Scientists commented on a paper published in Nature which looked at the durability of materials which could potentially be used to contain nuclear waste.
Prof. Robin Grimes, Professor of Materials Physics, Imperial College London, said:
“This paper describes an exciting new approach that will enable scientists to better monitor how a material responds to radiation damage. The authors apply the technique to the mineral phase zircon. As the authors admit, however, zircon was never going to provide the durable material needed for nuclear waste immobilization. Significantly, other mineral phases, particularly those based on the fluorite structure, are already known to be significantly more radiation tolerant than zircon. The fluorite family of materials therefore make much more attractive radioactive atom hosts and provide a better focus for our pursuit of an effective durable mineral-based waste form.”
Dr Sue Ion, Vice President of The Royal Academy of Engineering, said:
“Firstly it is good research which will help inform. The headline which may lead you to be concerned and potentially rule out use of ceramic encapsulants is not necessarily the right one to draw from the research itself. Radiation damage in itself does not necessarily mean a material would be inadequate from a durability and ‘fit for purpose’ standpoint. If you lose crystallinity then a more ‘glassy’ material is likely to form. The current internationally accepted method of encapsulation is to incorporate the waste products into specially formulated glass which solidifies in metal containers in a process known as vitfrification.”
Dr Neil Hyatt, from the Immobilisation Science Laboratory at the University of Sheffield, said:
“Plutonium undergoes radioactive decay by emission of fast moving alpha particles and in so doing transforms to a more stable isotope of uranium. This process is rather like firing a shotgun. The alpha particles are like fast moving bullets, but just as a gun recoils on firing, so the uranium atoms produced by this process also recoil. Recoiling in this way, the uranium atoms collide with other atoms in a solid causing their regular arrangement to be destroyed. This process is called amorphisation. Now, Cambridge scientist Ian Farnan and colleagues at the US Pacific Northwest National Laboratory, have shown the accumulation of radiation damage in solids can be measured using a technique called NMR spectroscopy. Farnan and colleagues use this method to examine how radiation damage destroys the regular arrangement of Si atoms in (Zr,Pu)SiO4 as Pu atoms undergo radioactive decay. From their data, Farnan and co-workers suggest that the regular crystalline arrangement of atoms in zircon, ZrSiO4, would be destroyed after only 1,400 years – a short time in comparison to the desired lifetime of a radioactive waste repository (some 250,000 years). Is this reason to be alarmed? Unlikely – as Farnan and colleagues point out naturally occurring zircons, almost as old as the Earth itself, have retained radioactive elements like uranium despite complete destruction of the regular internal arrangement of atoms.”

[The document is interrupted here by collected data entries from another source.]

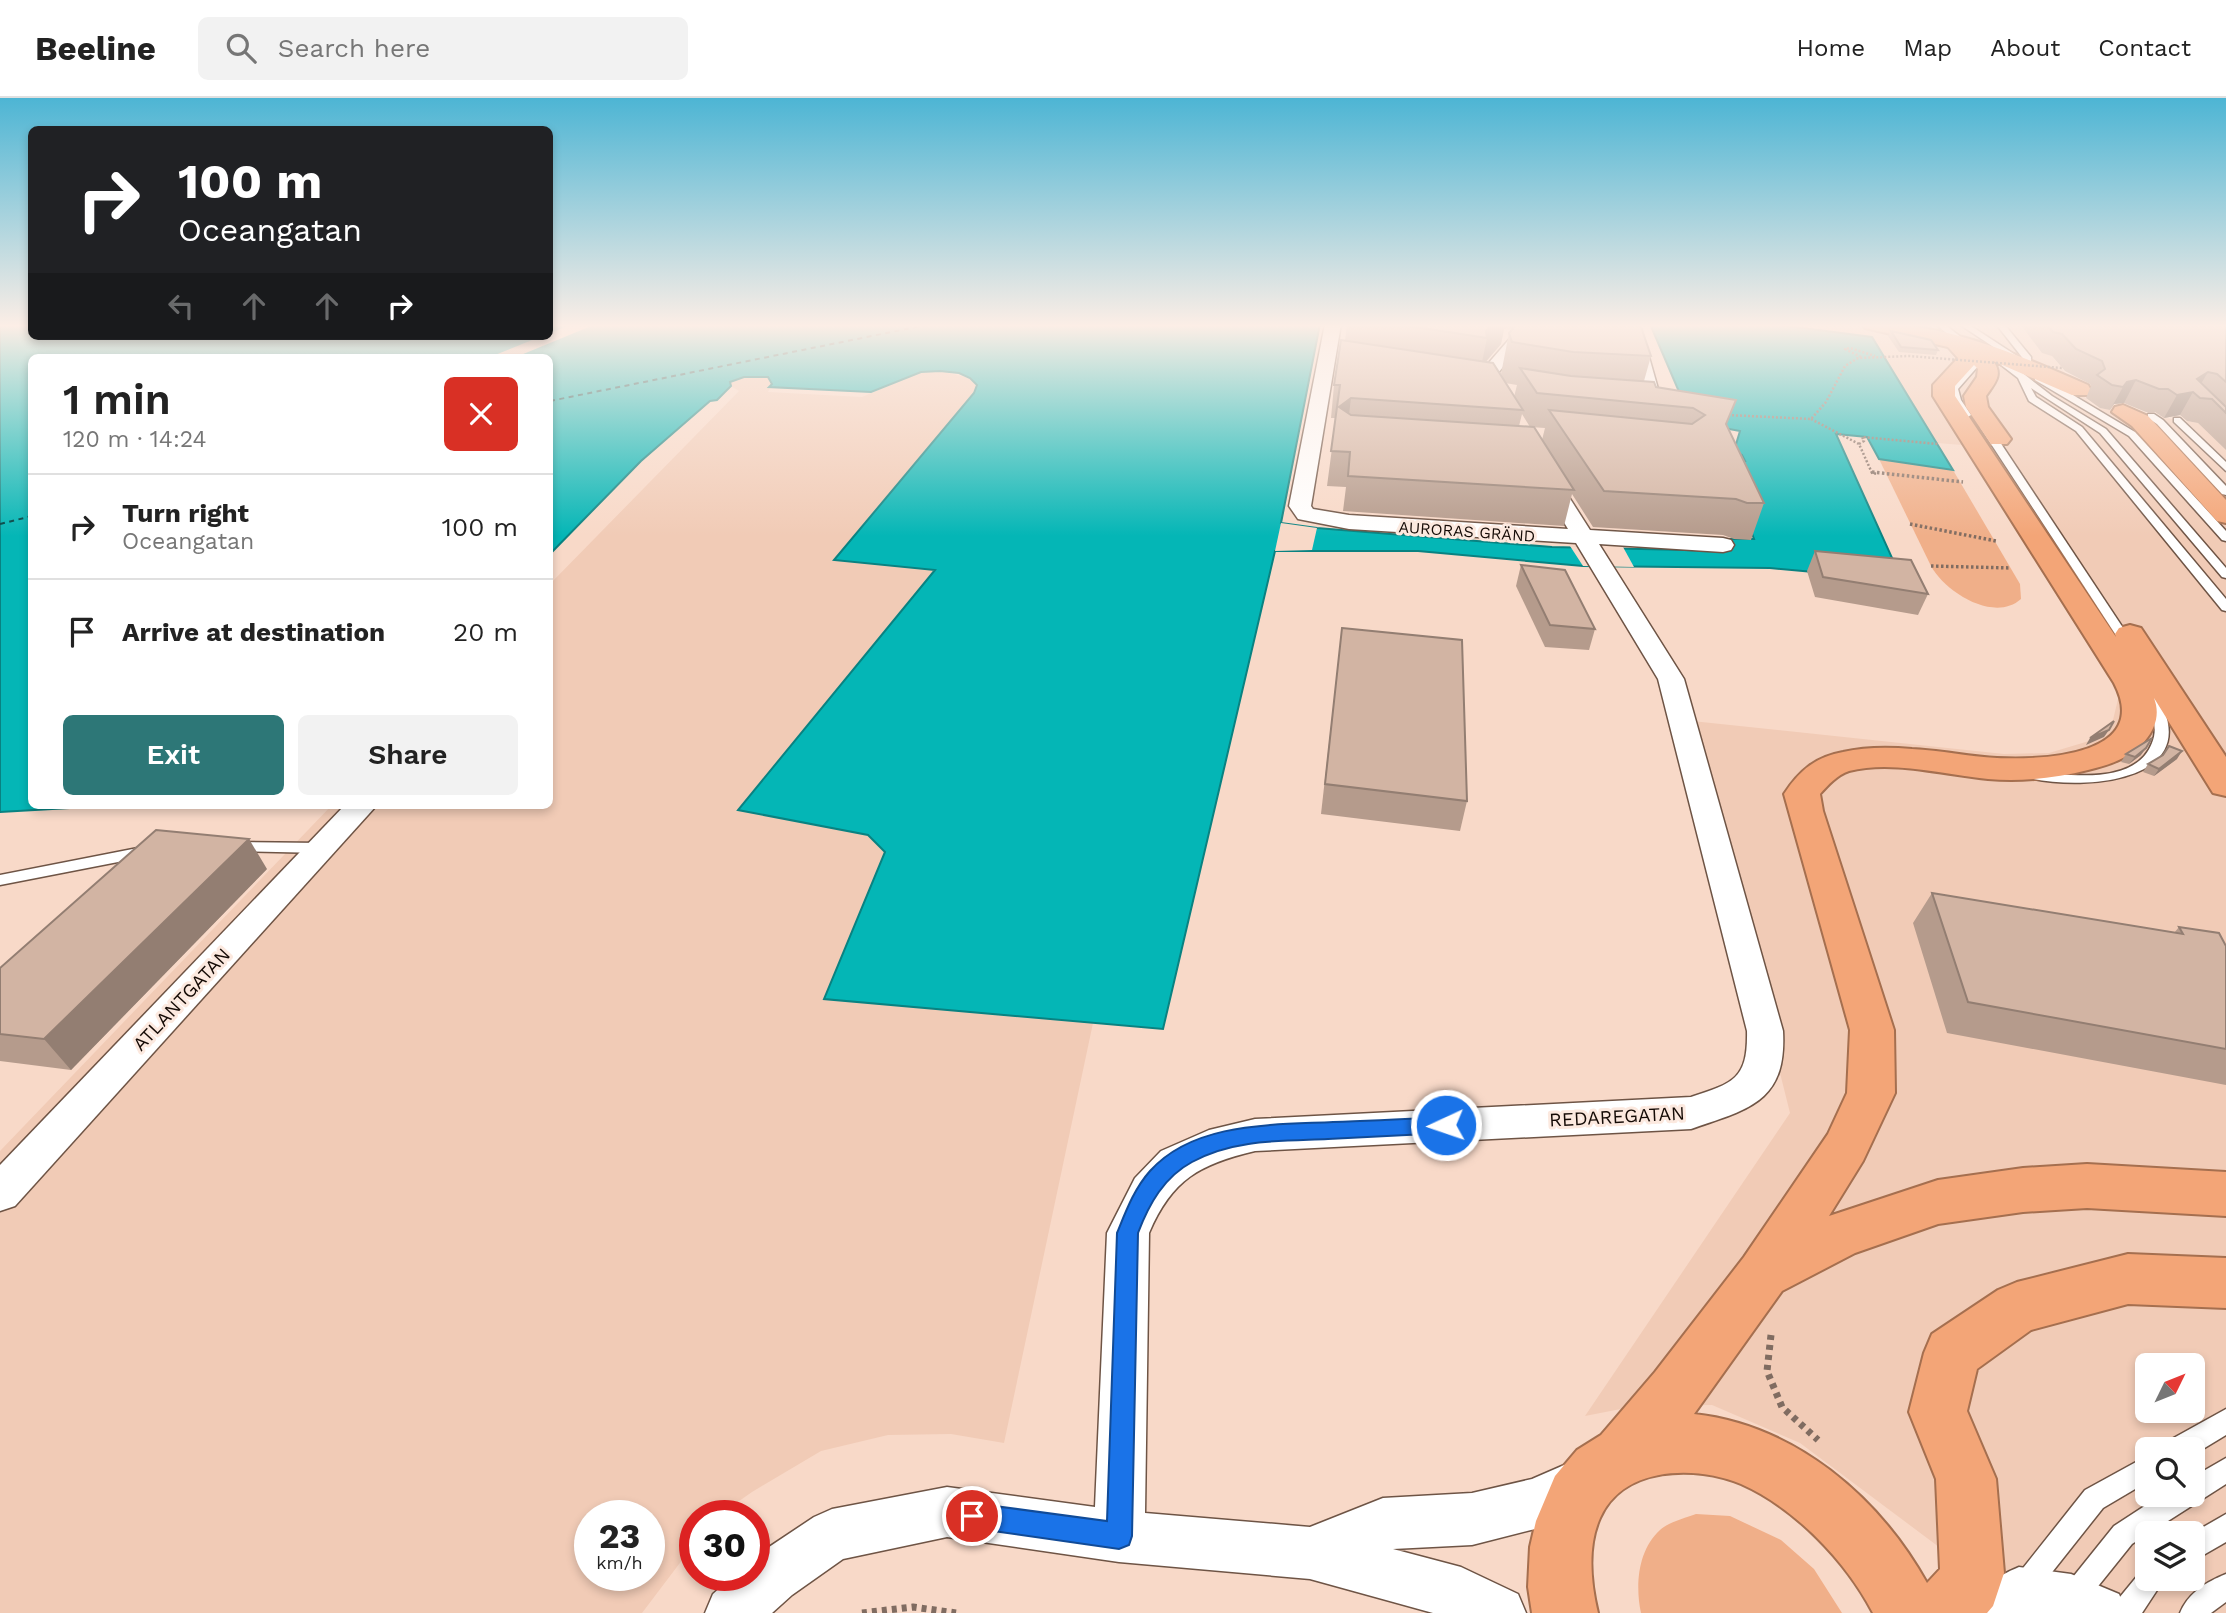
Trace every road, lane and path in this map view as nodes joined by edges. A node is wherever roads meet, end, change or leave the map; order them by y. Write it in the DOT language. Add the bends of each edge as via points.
graph roads {
  1 [pos="1325,395"];
  2 [pos="1498,395"];
  3 [pos="1657,395"];
  4 [pos="1830,395"];
  5 [pos="1944,395"];
  6 [pos="1976,395"];
  7 [pos="2032,395"];
  8 [pos="2039,395"];
  9 [pos="2047,395"];
  10 [pos="2060,395"];
  11 [pos="2061,395"];
  12 [pos="2068,395"];
  13 [pos="2086,395"];
  14 [pos="1630,406"];
  15 [pos="1662,408"];
  16 [pos="2130,413"];
  17 [pos="2151,416"];
  18 [pos="2164,418"];
  19 [pos="1811,419"];
  20 [pos="2177,420"];
  21 [pos="2189,421"];
  22 [pos="1515,424"];
  23 [pos="1859,444"];
  24 [pos="1938,444"];
  25 [pos="1533,454"];
  26 [pos="2226,458"];
  27 [pos="2226,468"];
  28 [pos="2226,480"];
  29 [pos="1963,482"];
  30 [pos="2226,492"];
  31 [pos="2226,504"];
  32 [pos="2226,515"];
  33 [pos="1910,524"];
  34 [pos="2226,526"];
  35 [pos="2226,538"];
  36 [pos="1996,541"];
  37 [pos="1723,545"];
  38 [pos="2226,550"];
  39 [pos="1592,551"];
  40 [pos="2226,562"];
  41 [pos="1931,566"];
  42 [pos="2011,568"];
  43 [pos="2226,575"];
  44 [pos="2226,590"];
  45 [pos="2226,607"];
  46 [pos="2226,785"];
  47 [pos="358,809"];
  48 [pos="218,847"];
  49 [pos="322,848"];
  50 [pos="170,850"];
  51 [pos="0,880"];
  52 [pos="0,1193"];
  53 [pos="2226,1194"];
  54 [pos="1763,1274"];
  55 [pos="2226,1283"];
  56 [pos="2226,1421"];
  57 [pos="2199,1437"];
  58 [pos="1606,1467"];
  59 [pos="2226,1470"];
  60 [pos="2135,1475"];
  61 [pos="2205,1483"];
  62 [pos="2167,1507"];
  63 [pos="2226,1527"];
  64 [pos="1119,1536"];
  65 [pos="2205,1540"];
  66 [pos="1310,1553"];
  67 [pos="2226,1587"];
  68 [pos="2142,1591"];
  69 [pos="2007,1603"];
  70 [pos="2085,1607"];
  71 [pos="732,1613"];
  72 [pos="862,1613"];
  73 [pos="956,1613"];
  74 [pos="1499,1613"];
  75 [pos="1565,1613"];
  76 [pos="1908,1613"];
  77 [pos="1945,1613"];
  78 [pos="2125,1613"];
  79 [pos="2193,1613"];
  1 -- 39 [label="street, AURORAS GRÄND" via="1300,506 1306,514"];
  2 -- 22 [label="street"];
  3 -- 15 [label="street"];
  4 -- 19 [label="path, bridge"];
  5 -- 54 [label="highway" via="2115,658 2141,710 2139,726 2120,748 2100,758 1997,769 1923,760 1843,762 1828,767 1809,783 1802,794 1805,811 1872,1030 1871,1093 1846,1147"];
  6 -- 46 [label="highway" via="1977,407"];
  7 -- 45 [label="lane" via="2080,429"];
  8 -- 44 [label="lane" via="2091,430"];
  9 -- 43 [label="lane" via="2103,431"];
  10 -- 38 [label="lane" via="2123,434"];
  11 -- 40 [label="lane" via="2108,428"];
  12 -- 35 [label="lane" via="2125,428"];
  13 -- 34 [label="lane" via="2143,435"];
  14 -- 15 [label="street"];
  15 -- 19 [label="path, bridge"];
  16 -- 31 [label="lane" via="2149,422"];
  16 -- 32 [label="highway"];
  17 -- 30 [label="lane"];
  18 -- 28 [label="lane"];
  19 -- 23 [label="path"];
  20 -- 27 [label="lane"];
  21 -- 26 [label="lane"];
  23 -- 24 [label="path" via="1862,437"];
  23 -- 29 [label="path" via="1872,473"];
  25 -- 39 [label="street, REDAREGATAN"];
  33 -- 36 [label="path"];
  37 -- 39 [label="street, AURORAS GRÄND"];
  39 -- 64 [label="street, REDAREGATAN" via="1671,679 1765,1031 1766,1060 1752,1086 1733,1099 1691,1113 1255,1135 1212,1144 1183,1157 1158,1177 1139,1203 1128,1233"];
  41 -- 42 [label="path"];
  47 -- 49 [label="street, ATLANTGATAN"];
  48 -- 49 [label="lane"];
  49 -- 52 [label="street, ATLANTGATAN"];
  50 -- 51 [label="lane"];
  53 -- 54 [label="highway" via="2087,1186 1938,1202 1838,1236"];
  54 -- 58 [label="highway" via="1675,1392"];
  55 -- 77 [label="highway" via="2128,1279 2017,1308 1952,1353 1938,1412 1966,1479 1972,1573 1970,1583"];
  56 -- 57 [label="lane"];
  58 -- 66 [label="street" via="1535,1504 1472,1519 1383,1524"];
  58 -- 75 [label="highway" via="1576,1498 1566,1522 1560,1577"];
  58 -- 76 [label="highway" via="1646,1446 1672,1443 1699,1444 1757,1461 1824,1504 1867,1546"];
  59 -- 61 [label="lane"];
  60 -- 69 [label="lane" via="2094,1499"];
  62 -- 70 [label="lane" via="2123,1535"];
  63 -- 65 [label="lane"];
  64 -- 66 [label="street"];
  64 -- 71 [label="street" via="947,1512 832,1535 773,1576"];
  66 -- 74 [label="street" via="1461,1594"];
  67 -- 79 [label="lane"];
  68 -- 78 [label="lane"];
  69 -- 70 [label="street"];
  72 -- 73 [label="path" via="913,1607"];
}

Dr Neil Milestone, Director of the Immobilisation Science Laboratory, University of Sheffield, said:
“This is the first time where actual rates of breakdown of the structure of crystalline ceramics containing synthetic radioisotopes have been quantified and shown to be higher than expected. It highlights the need to conduct experiments with these highly radioactive elements. These experiments are difficult to carry out and these types of material are only now being prepared in specialised laboratories in Russia and USA able to handle the highly toxic and radioactive elements. Such a laboratory will be available soon in UK. For this reason, most estimates of stability of potential wasteforms have relied on modelling studies or the use of surrogates such as those containing uranium being conducted in the ISL at the University of Sheffield. Experiments to determine whether this greater than expected damage will mean ceramics are unsuitable as wasteforms still have to be made.”

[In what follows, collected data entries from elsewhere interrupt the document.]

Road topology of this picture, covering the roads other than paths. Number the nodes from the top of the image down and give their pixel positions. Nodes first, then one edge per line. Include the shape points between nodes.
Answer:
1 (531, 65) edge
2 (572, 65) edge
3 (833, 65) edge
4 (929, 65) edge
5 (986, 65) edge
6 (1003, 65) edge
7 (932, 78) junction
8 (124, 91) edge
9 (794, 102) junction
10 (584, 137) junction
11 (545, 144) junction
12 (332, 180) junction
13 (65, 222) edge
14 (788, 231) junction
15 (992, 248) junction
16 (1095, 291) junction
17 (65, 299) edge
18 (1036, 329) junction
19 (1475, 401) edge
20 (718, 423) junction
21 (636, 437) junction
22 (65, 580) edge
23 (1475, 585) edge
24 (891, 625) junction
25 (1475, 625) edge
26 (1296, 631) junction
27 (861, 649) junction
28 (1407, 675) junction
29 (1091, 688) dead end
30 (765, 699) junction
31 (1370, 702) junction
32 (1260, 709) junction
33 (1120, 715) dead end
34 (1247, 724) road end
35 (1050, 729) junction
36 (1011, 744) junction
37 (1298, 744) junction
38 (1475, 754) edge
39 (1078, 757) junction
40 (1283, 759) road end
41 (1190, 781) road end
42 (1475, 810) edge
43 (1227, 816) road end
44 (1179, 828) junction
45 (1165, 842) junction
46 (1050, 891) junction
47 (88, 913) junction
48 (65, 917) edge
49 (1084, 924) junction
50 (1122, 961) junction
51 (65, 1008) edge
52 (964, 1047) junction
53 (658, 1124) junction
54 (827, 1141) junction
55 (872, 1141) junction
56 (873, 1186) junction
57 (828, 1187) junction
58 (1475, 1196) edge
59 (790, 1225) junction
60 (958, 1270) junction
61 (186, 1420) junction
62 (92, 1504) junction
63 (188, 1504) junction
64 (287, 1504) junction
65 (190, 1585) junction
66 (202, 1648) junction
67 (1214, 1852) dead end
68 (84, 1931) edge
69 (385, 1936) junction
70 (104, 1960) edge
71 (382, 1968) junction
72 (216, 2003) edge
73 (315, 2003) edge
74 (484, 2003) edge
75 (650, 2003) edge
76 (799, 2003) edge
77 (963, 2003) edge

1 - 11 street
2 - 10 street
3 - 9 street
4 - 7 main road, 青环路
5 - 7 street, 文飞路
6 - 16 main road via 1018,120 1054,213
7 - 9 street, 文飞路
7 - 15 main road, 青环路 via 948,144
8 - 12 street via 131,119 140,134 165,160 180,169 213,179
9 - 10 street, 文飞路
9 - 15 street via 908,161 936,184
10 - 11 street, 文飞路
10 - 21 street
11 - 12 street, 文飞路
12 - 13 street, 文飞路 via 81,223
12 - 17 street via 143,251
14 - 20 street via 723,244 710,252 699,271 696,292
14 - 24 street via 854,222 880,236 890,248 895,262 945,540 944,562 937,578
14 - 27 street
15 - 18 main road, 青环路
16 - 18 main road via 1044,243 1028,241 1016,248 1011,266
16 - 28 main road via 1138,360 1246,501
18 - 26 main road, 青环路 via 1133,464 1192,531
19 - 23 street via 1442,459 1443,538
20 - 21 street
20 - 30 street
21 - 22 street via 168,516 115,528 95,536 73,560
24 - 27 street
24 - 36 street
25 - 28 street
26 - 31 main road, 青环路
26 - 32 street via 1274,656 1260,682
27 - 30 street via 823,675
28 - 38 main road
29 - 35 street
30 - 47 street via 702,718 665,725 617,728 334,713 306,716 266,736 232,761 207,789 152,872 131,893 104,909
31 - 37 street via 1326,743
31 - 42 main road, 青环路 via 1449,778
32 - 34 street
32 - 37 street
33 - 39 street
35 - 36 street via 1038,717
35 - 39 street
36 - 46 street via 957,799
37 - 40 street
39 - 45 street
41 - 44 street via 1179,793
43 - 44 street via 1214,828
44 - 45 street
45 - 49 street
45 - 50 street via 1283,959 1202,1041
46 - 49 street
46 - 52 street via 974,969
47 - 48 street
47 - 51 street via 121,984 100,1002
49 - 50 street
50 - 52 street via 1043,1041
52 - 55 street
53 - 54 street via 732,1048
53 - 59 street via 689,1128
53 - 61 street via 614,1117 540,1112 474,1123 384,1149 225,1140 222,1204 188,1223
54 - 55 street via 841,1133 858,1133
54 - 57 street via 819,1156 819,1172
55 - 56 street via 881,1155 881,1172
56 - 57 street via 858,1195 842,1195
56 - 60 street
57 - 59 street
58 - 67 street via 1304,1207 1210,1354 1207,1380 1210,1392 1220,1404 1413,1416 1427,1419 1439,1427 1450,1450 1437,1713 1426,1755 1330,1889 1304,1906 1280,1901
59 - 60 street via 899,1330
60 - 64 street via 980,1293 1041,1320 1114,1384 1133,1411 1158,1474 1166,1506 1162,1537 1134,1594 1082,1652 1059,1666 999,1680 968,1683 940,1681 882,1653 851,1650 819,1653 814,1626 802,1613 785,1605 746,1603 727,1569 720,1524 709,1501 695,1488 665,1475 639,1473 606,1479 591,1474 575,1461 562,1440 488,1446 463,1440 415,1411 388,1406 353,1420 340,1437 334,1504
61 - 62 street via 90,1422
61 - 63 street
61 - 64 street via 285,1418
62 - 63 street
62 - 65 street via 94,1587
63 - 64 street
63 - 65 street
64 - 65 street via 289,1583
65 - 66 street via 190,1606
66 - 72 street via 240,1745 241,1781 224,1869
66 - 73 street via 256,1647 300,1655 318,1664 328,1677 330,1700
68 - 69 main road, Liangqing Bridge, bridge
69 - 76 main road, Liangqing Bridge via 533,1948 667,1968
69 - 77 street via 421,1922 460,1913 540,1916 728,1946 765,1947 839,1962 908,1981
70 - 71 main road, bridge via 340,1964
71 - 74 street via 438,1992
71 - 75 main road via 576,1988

Prof. Charles Curtis, University of Manchester and Head of Research and Development Strategy UK Nirex Ltd., said:
“The relevance (of this paper) for long-term radioactive waste management is that radiation damaged ceramics and minerals would be more soluble in groundwater than crystalline equivalents therefore might release radionuclides such as 239Pu to groundwater more quickly. But long-term radioactive waste management in deep geological repositories, the preferred choice of international waste management organisations, relies on several different barriers, not just the inertness of the synthetic waste form itself. Collectively, these either contain the radioactive nuclides completely or delay their release and migration until such time as their radioactivity has decayed to extremely low levels.

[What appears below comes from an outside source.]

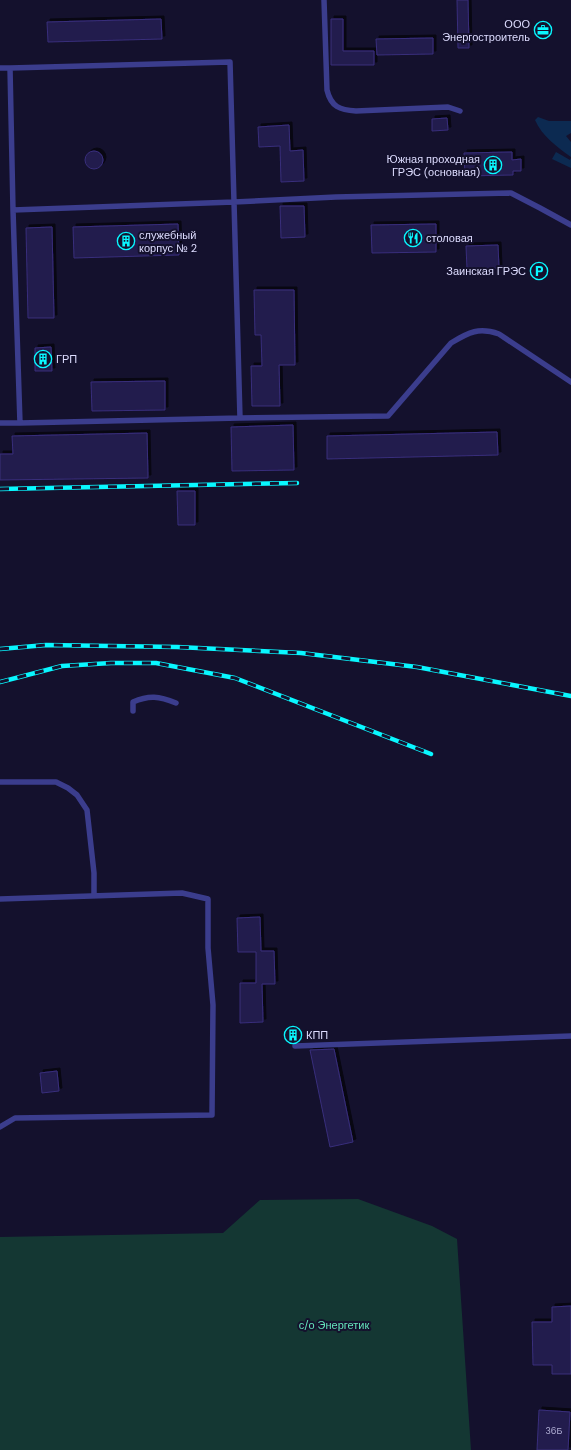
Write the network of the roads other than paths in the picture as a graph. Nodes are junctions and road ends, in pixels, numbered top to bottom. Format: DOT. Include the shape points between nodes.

“Farnan and colleagues rightly focus on actinides because of their very long decay half lives and cite the example of 239Pu (t ½ = 24100 years). Where these have been isolated it makes very good sense to seek stable immobilisation matrices. A useful outcome from the research will be an enhanced capability to predict future damage in materials used for isolating key radionuclides.
“Radiation from most radioactive wastes decays much more quickly. 90Sr and 137Cs, for example, have half-lives of around 30 years and will almost have disappeared after 300 years. The safety regulators require that there shall be only insignificant release of radioactivity from all sources for up to a million years into the future.”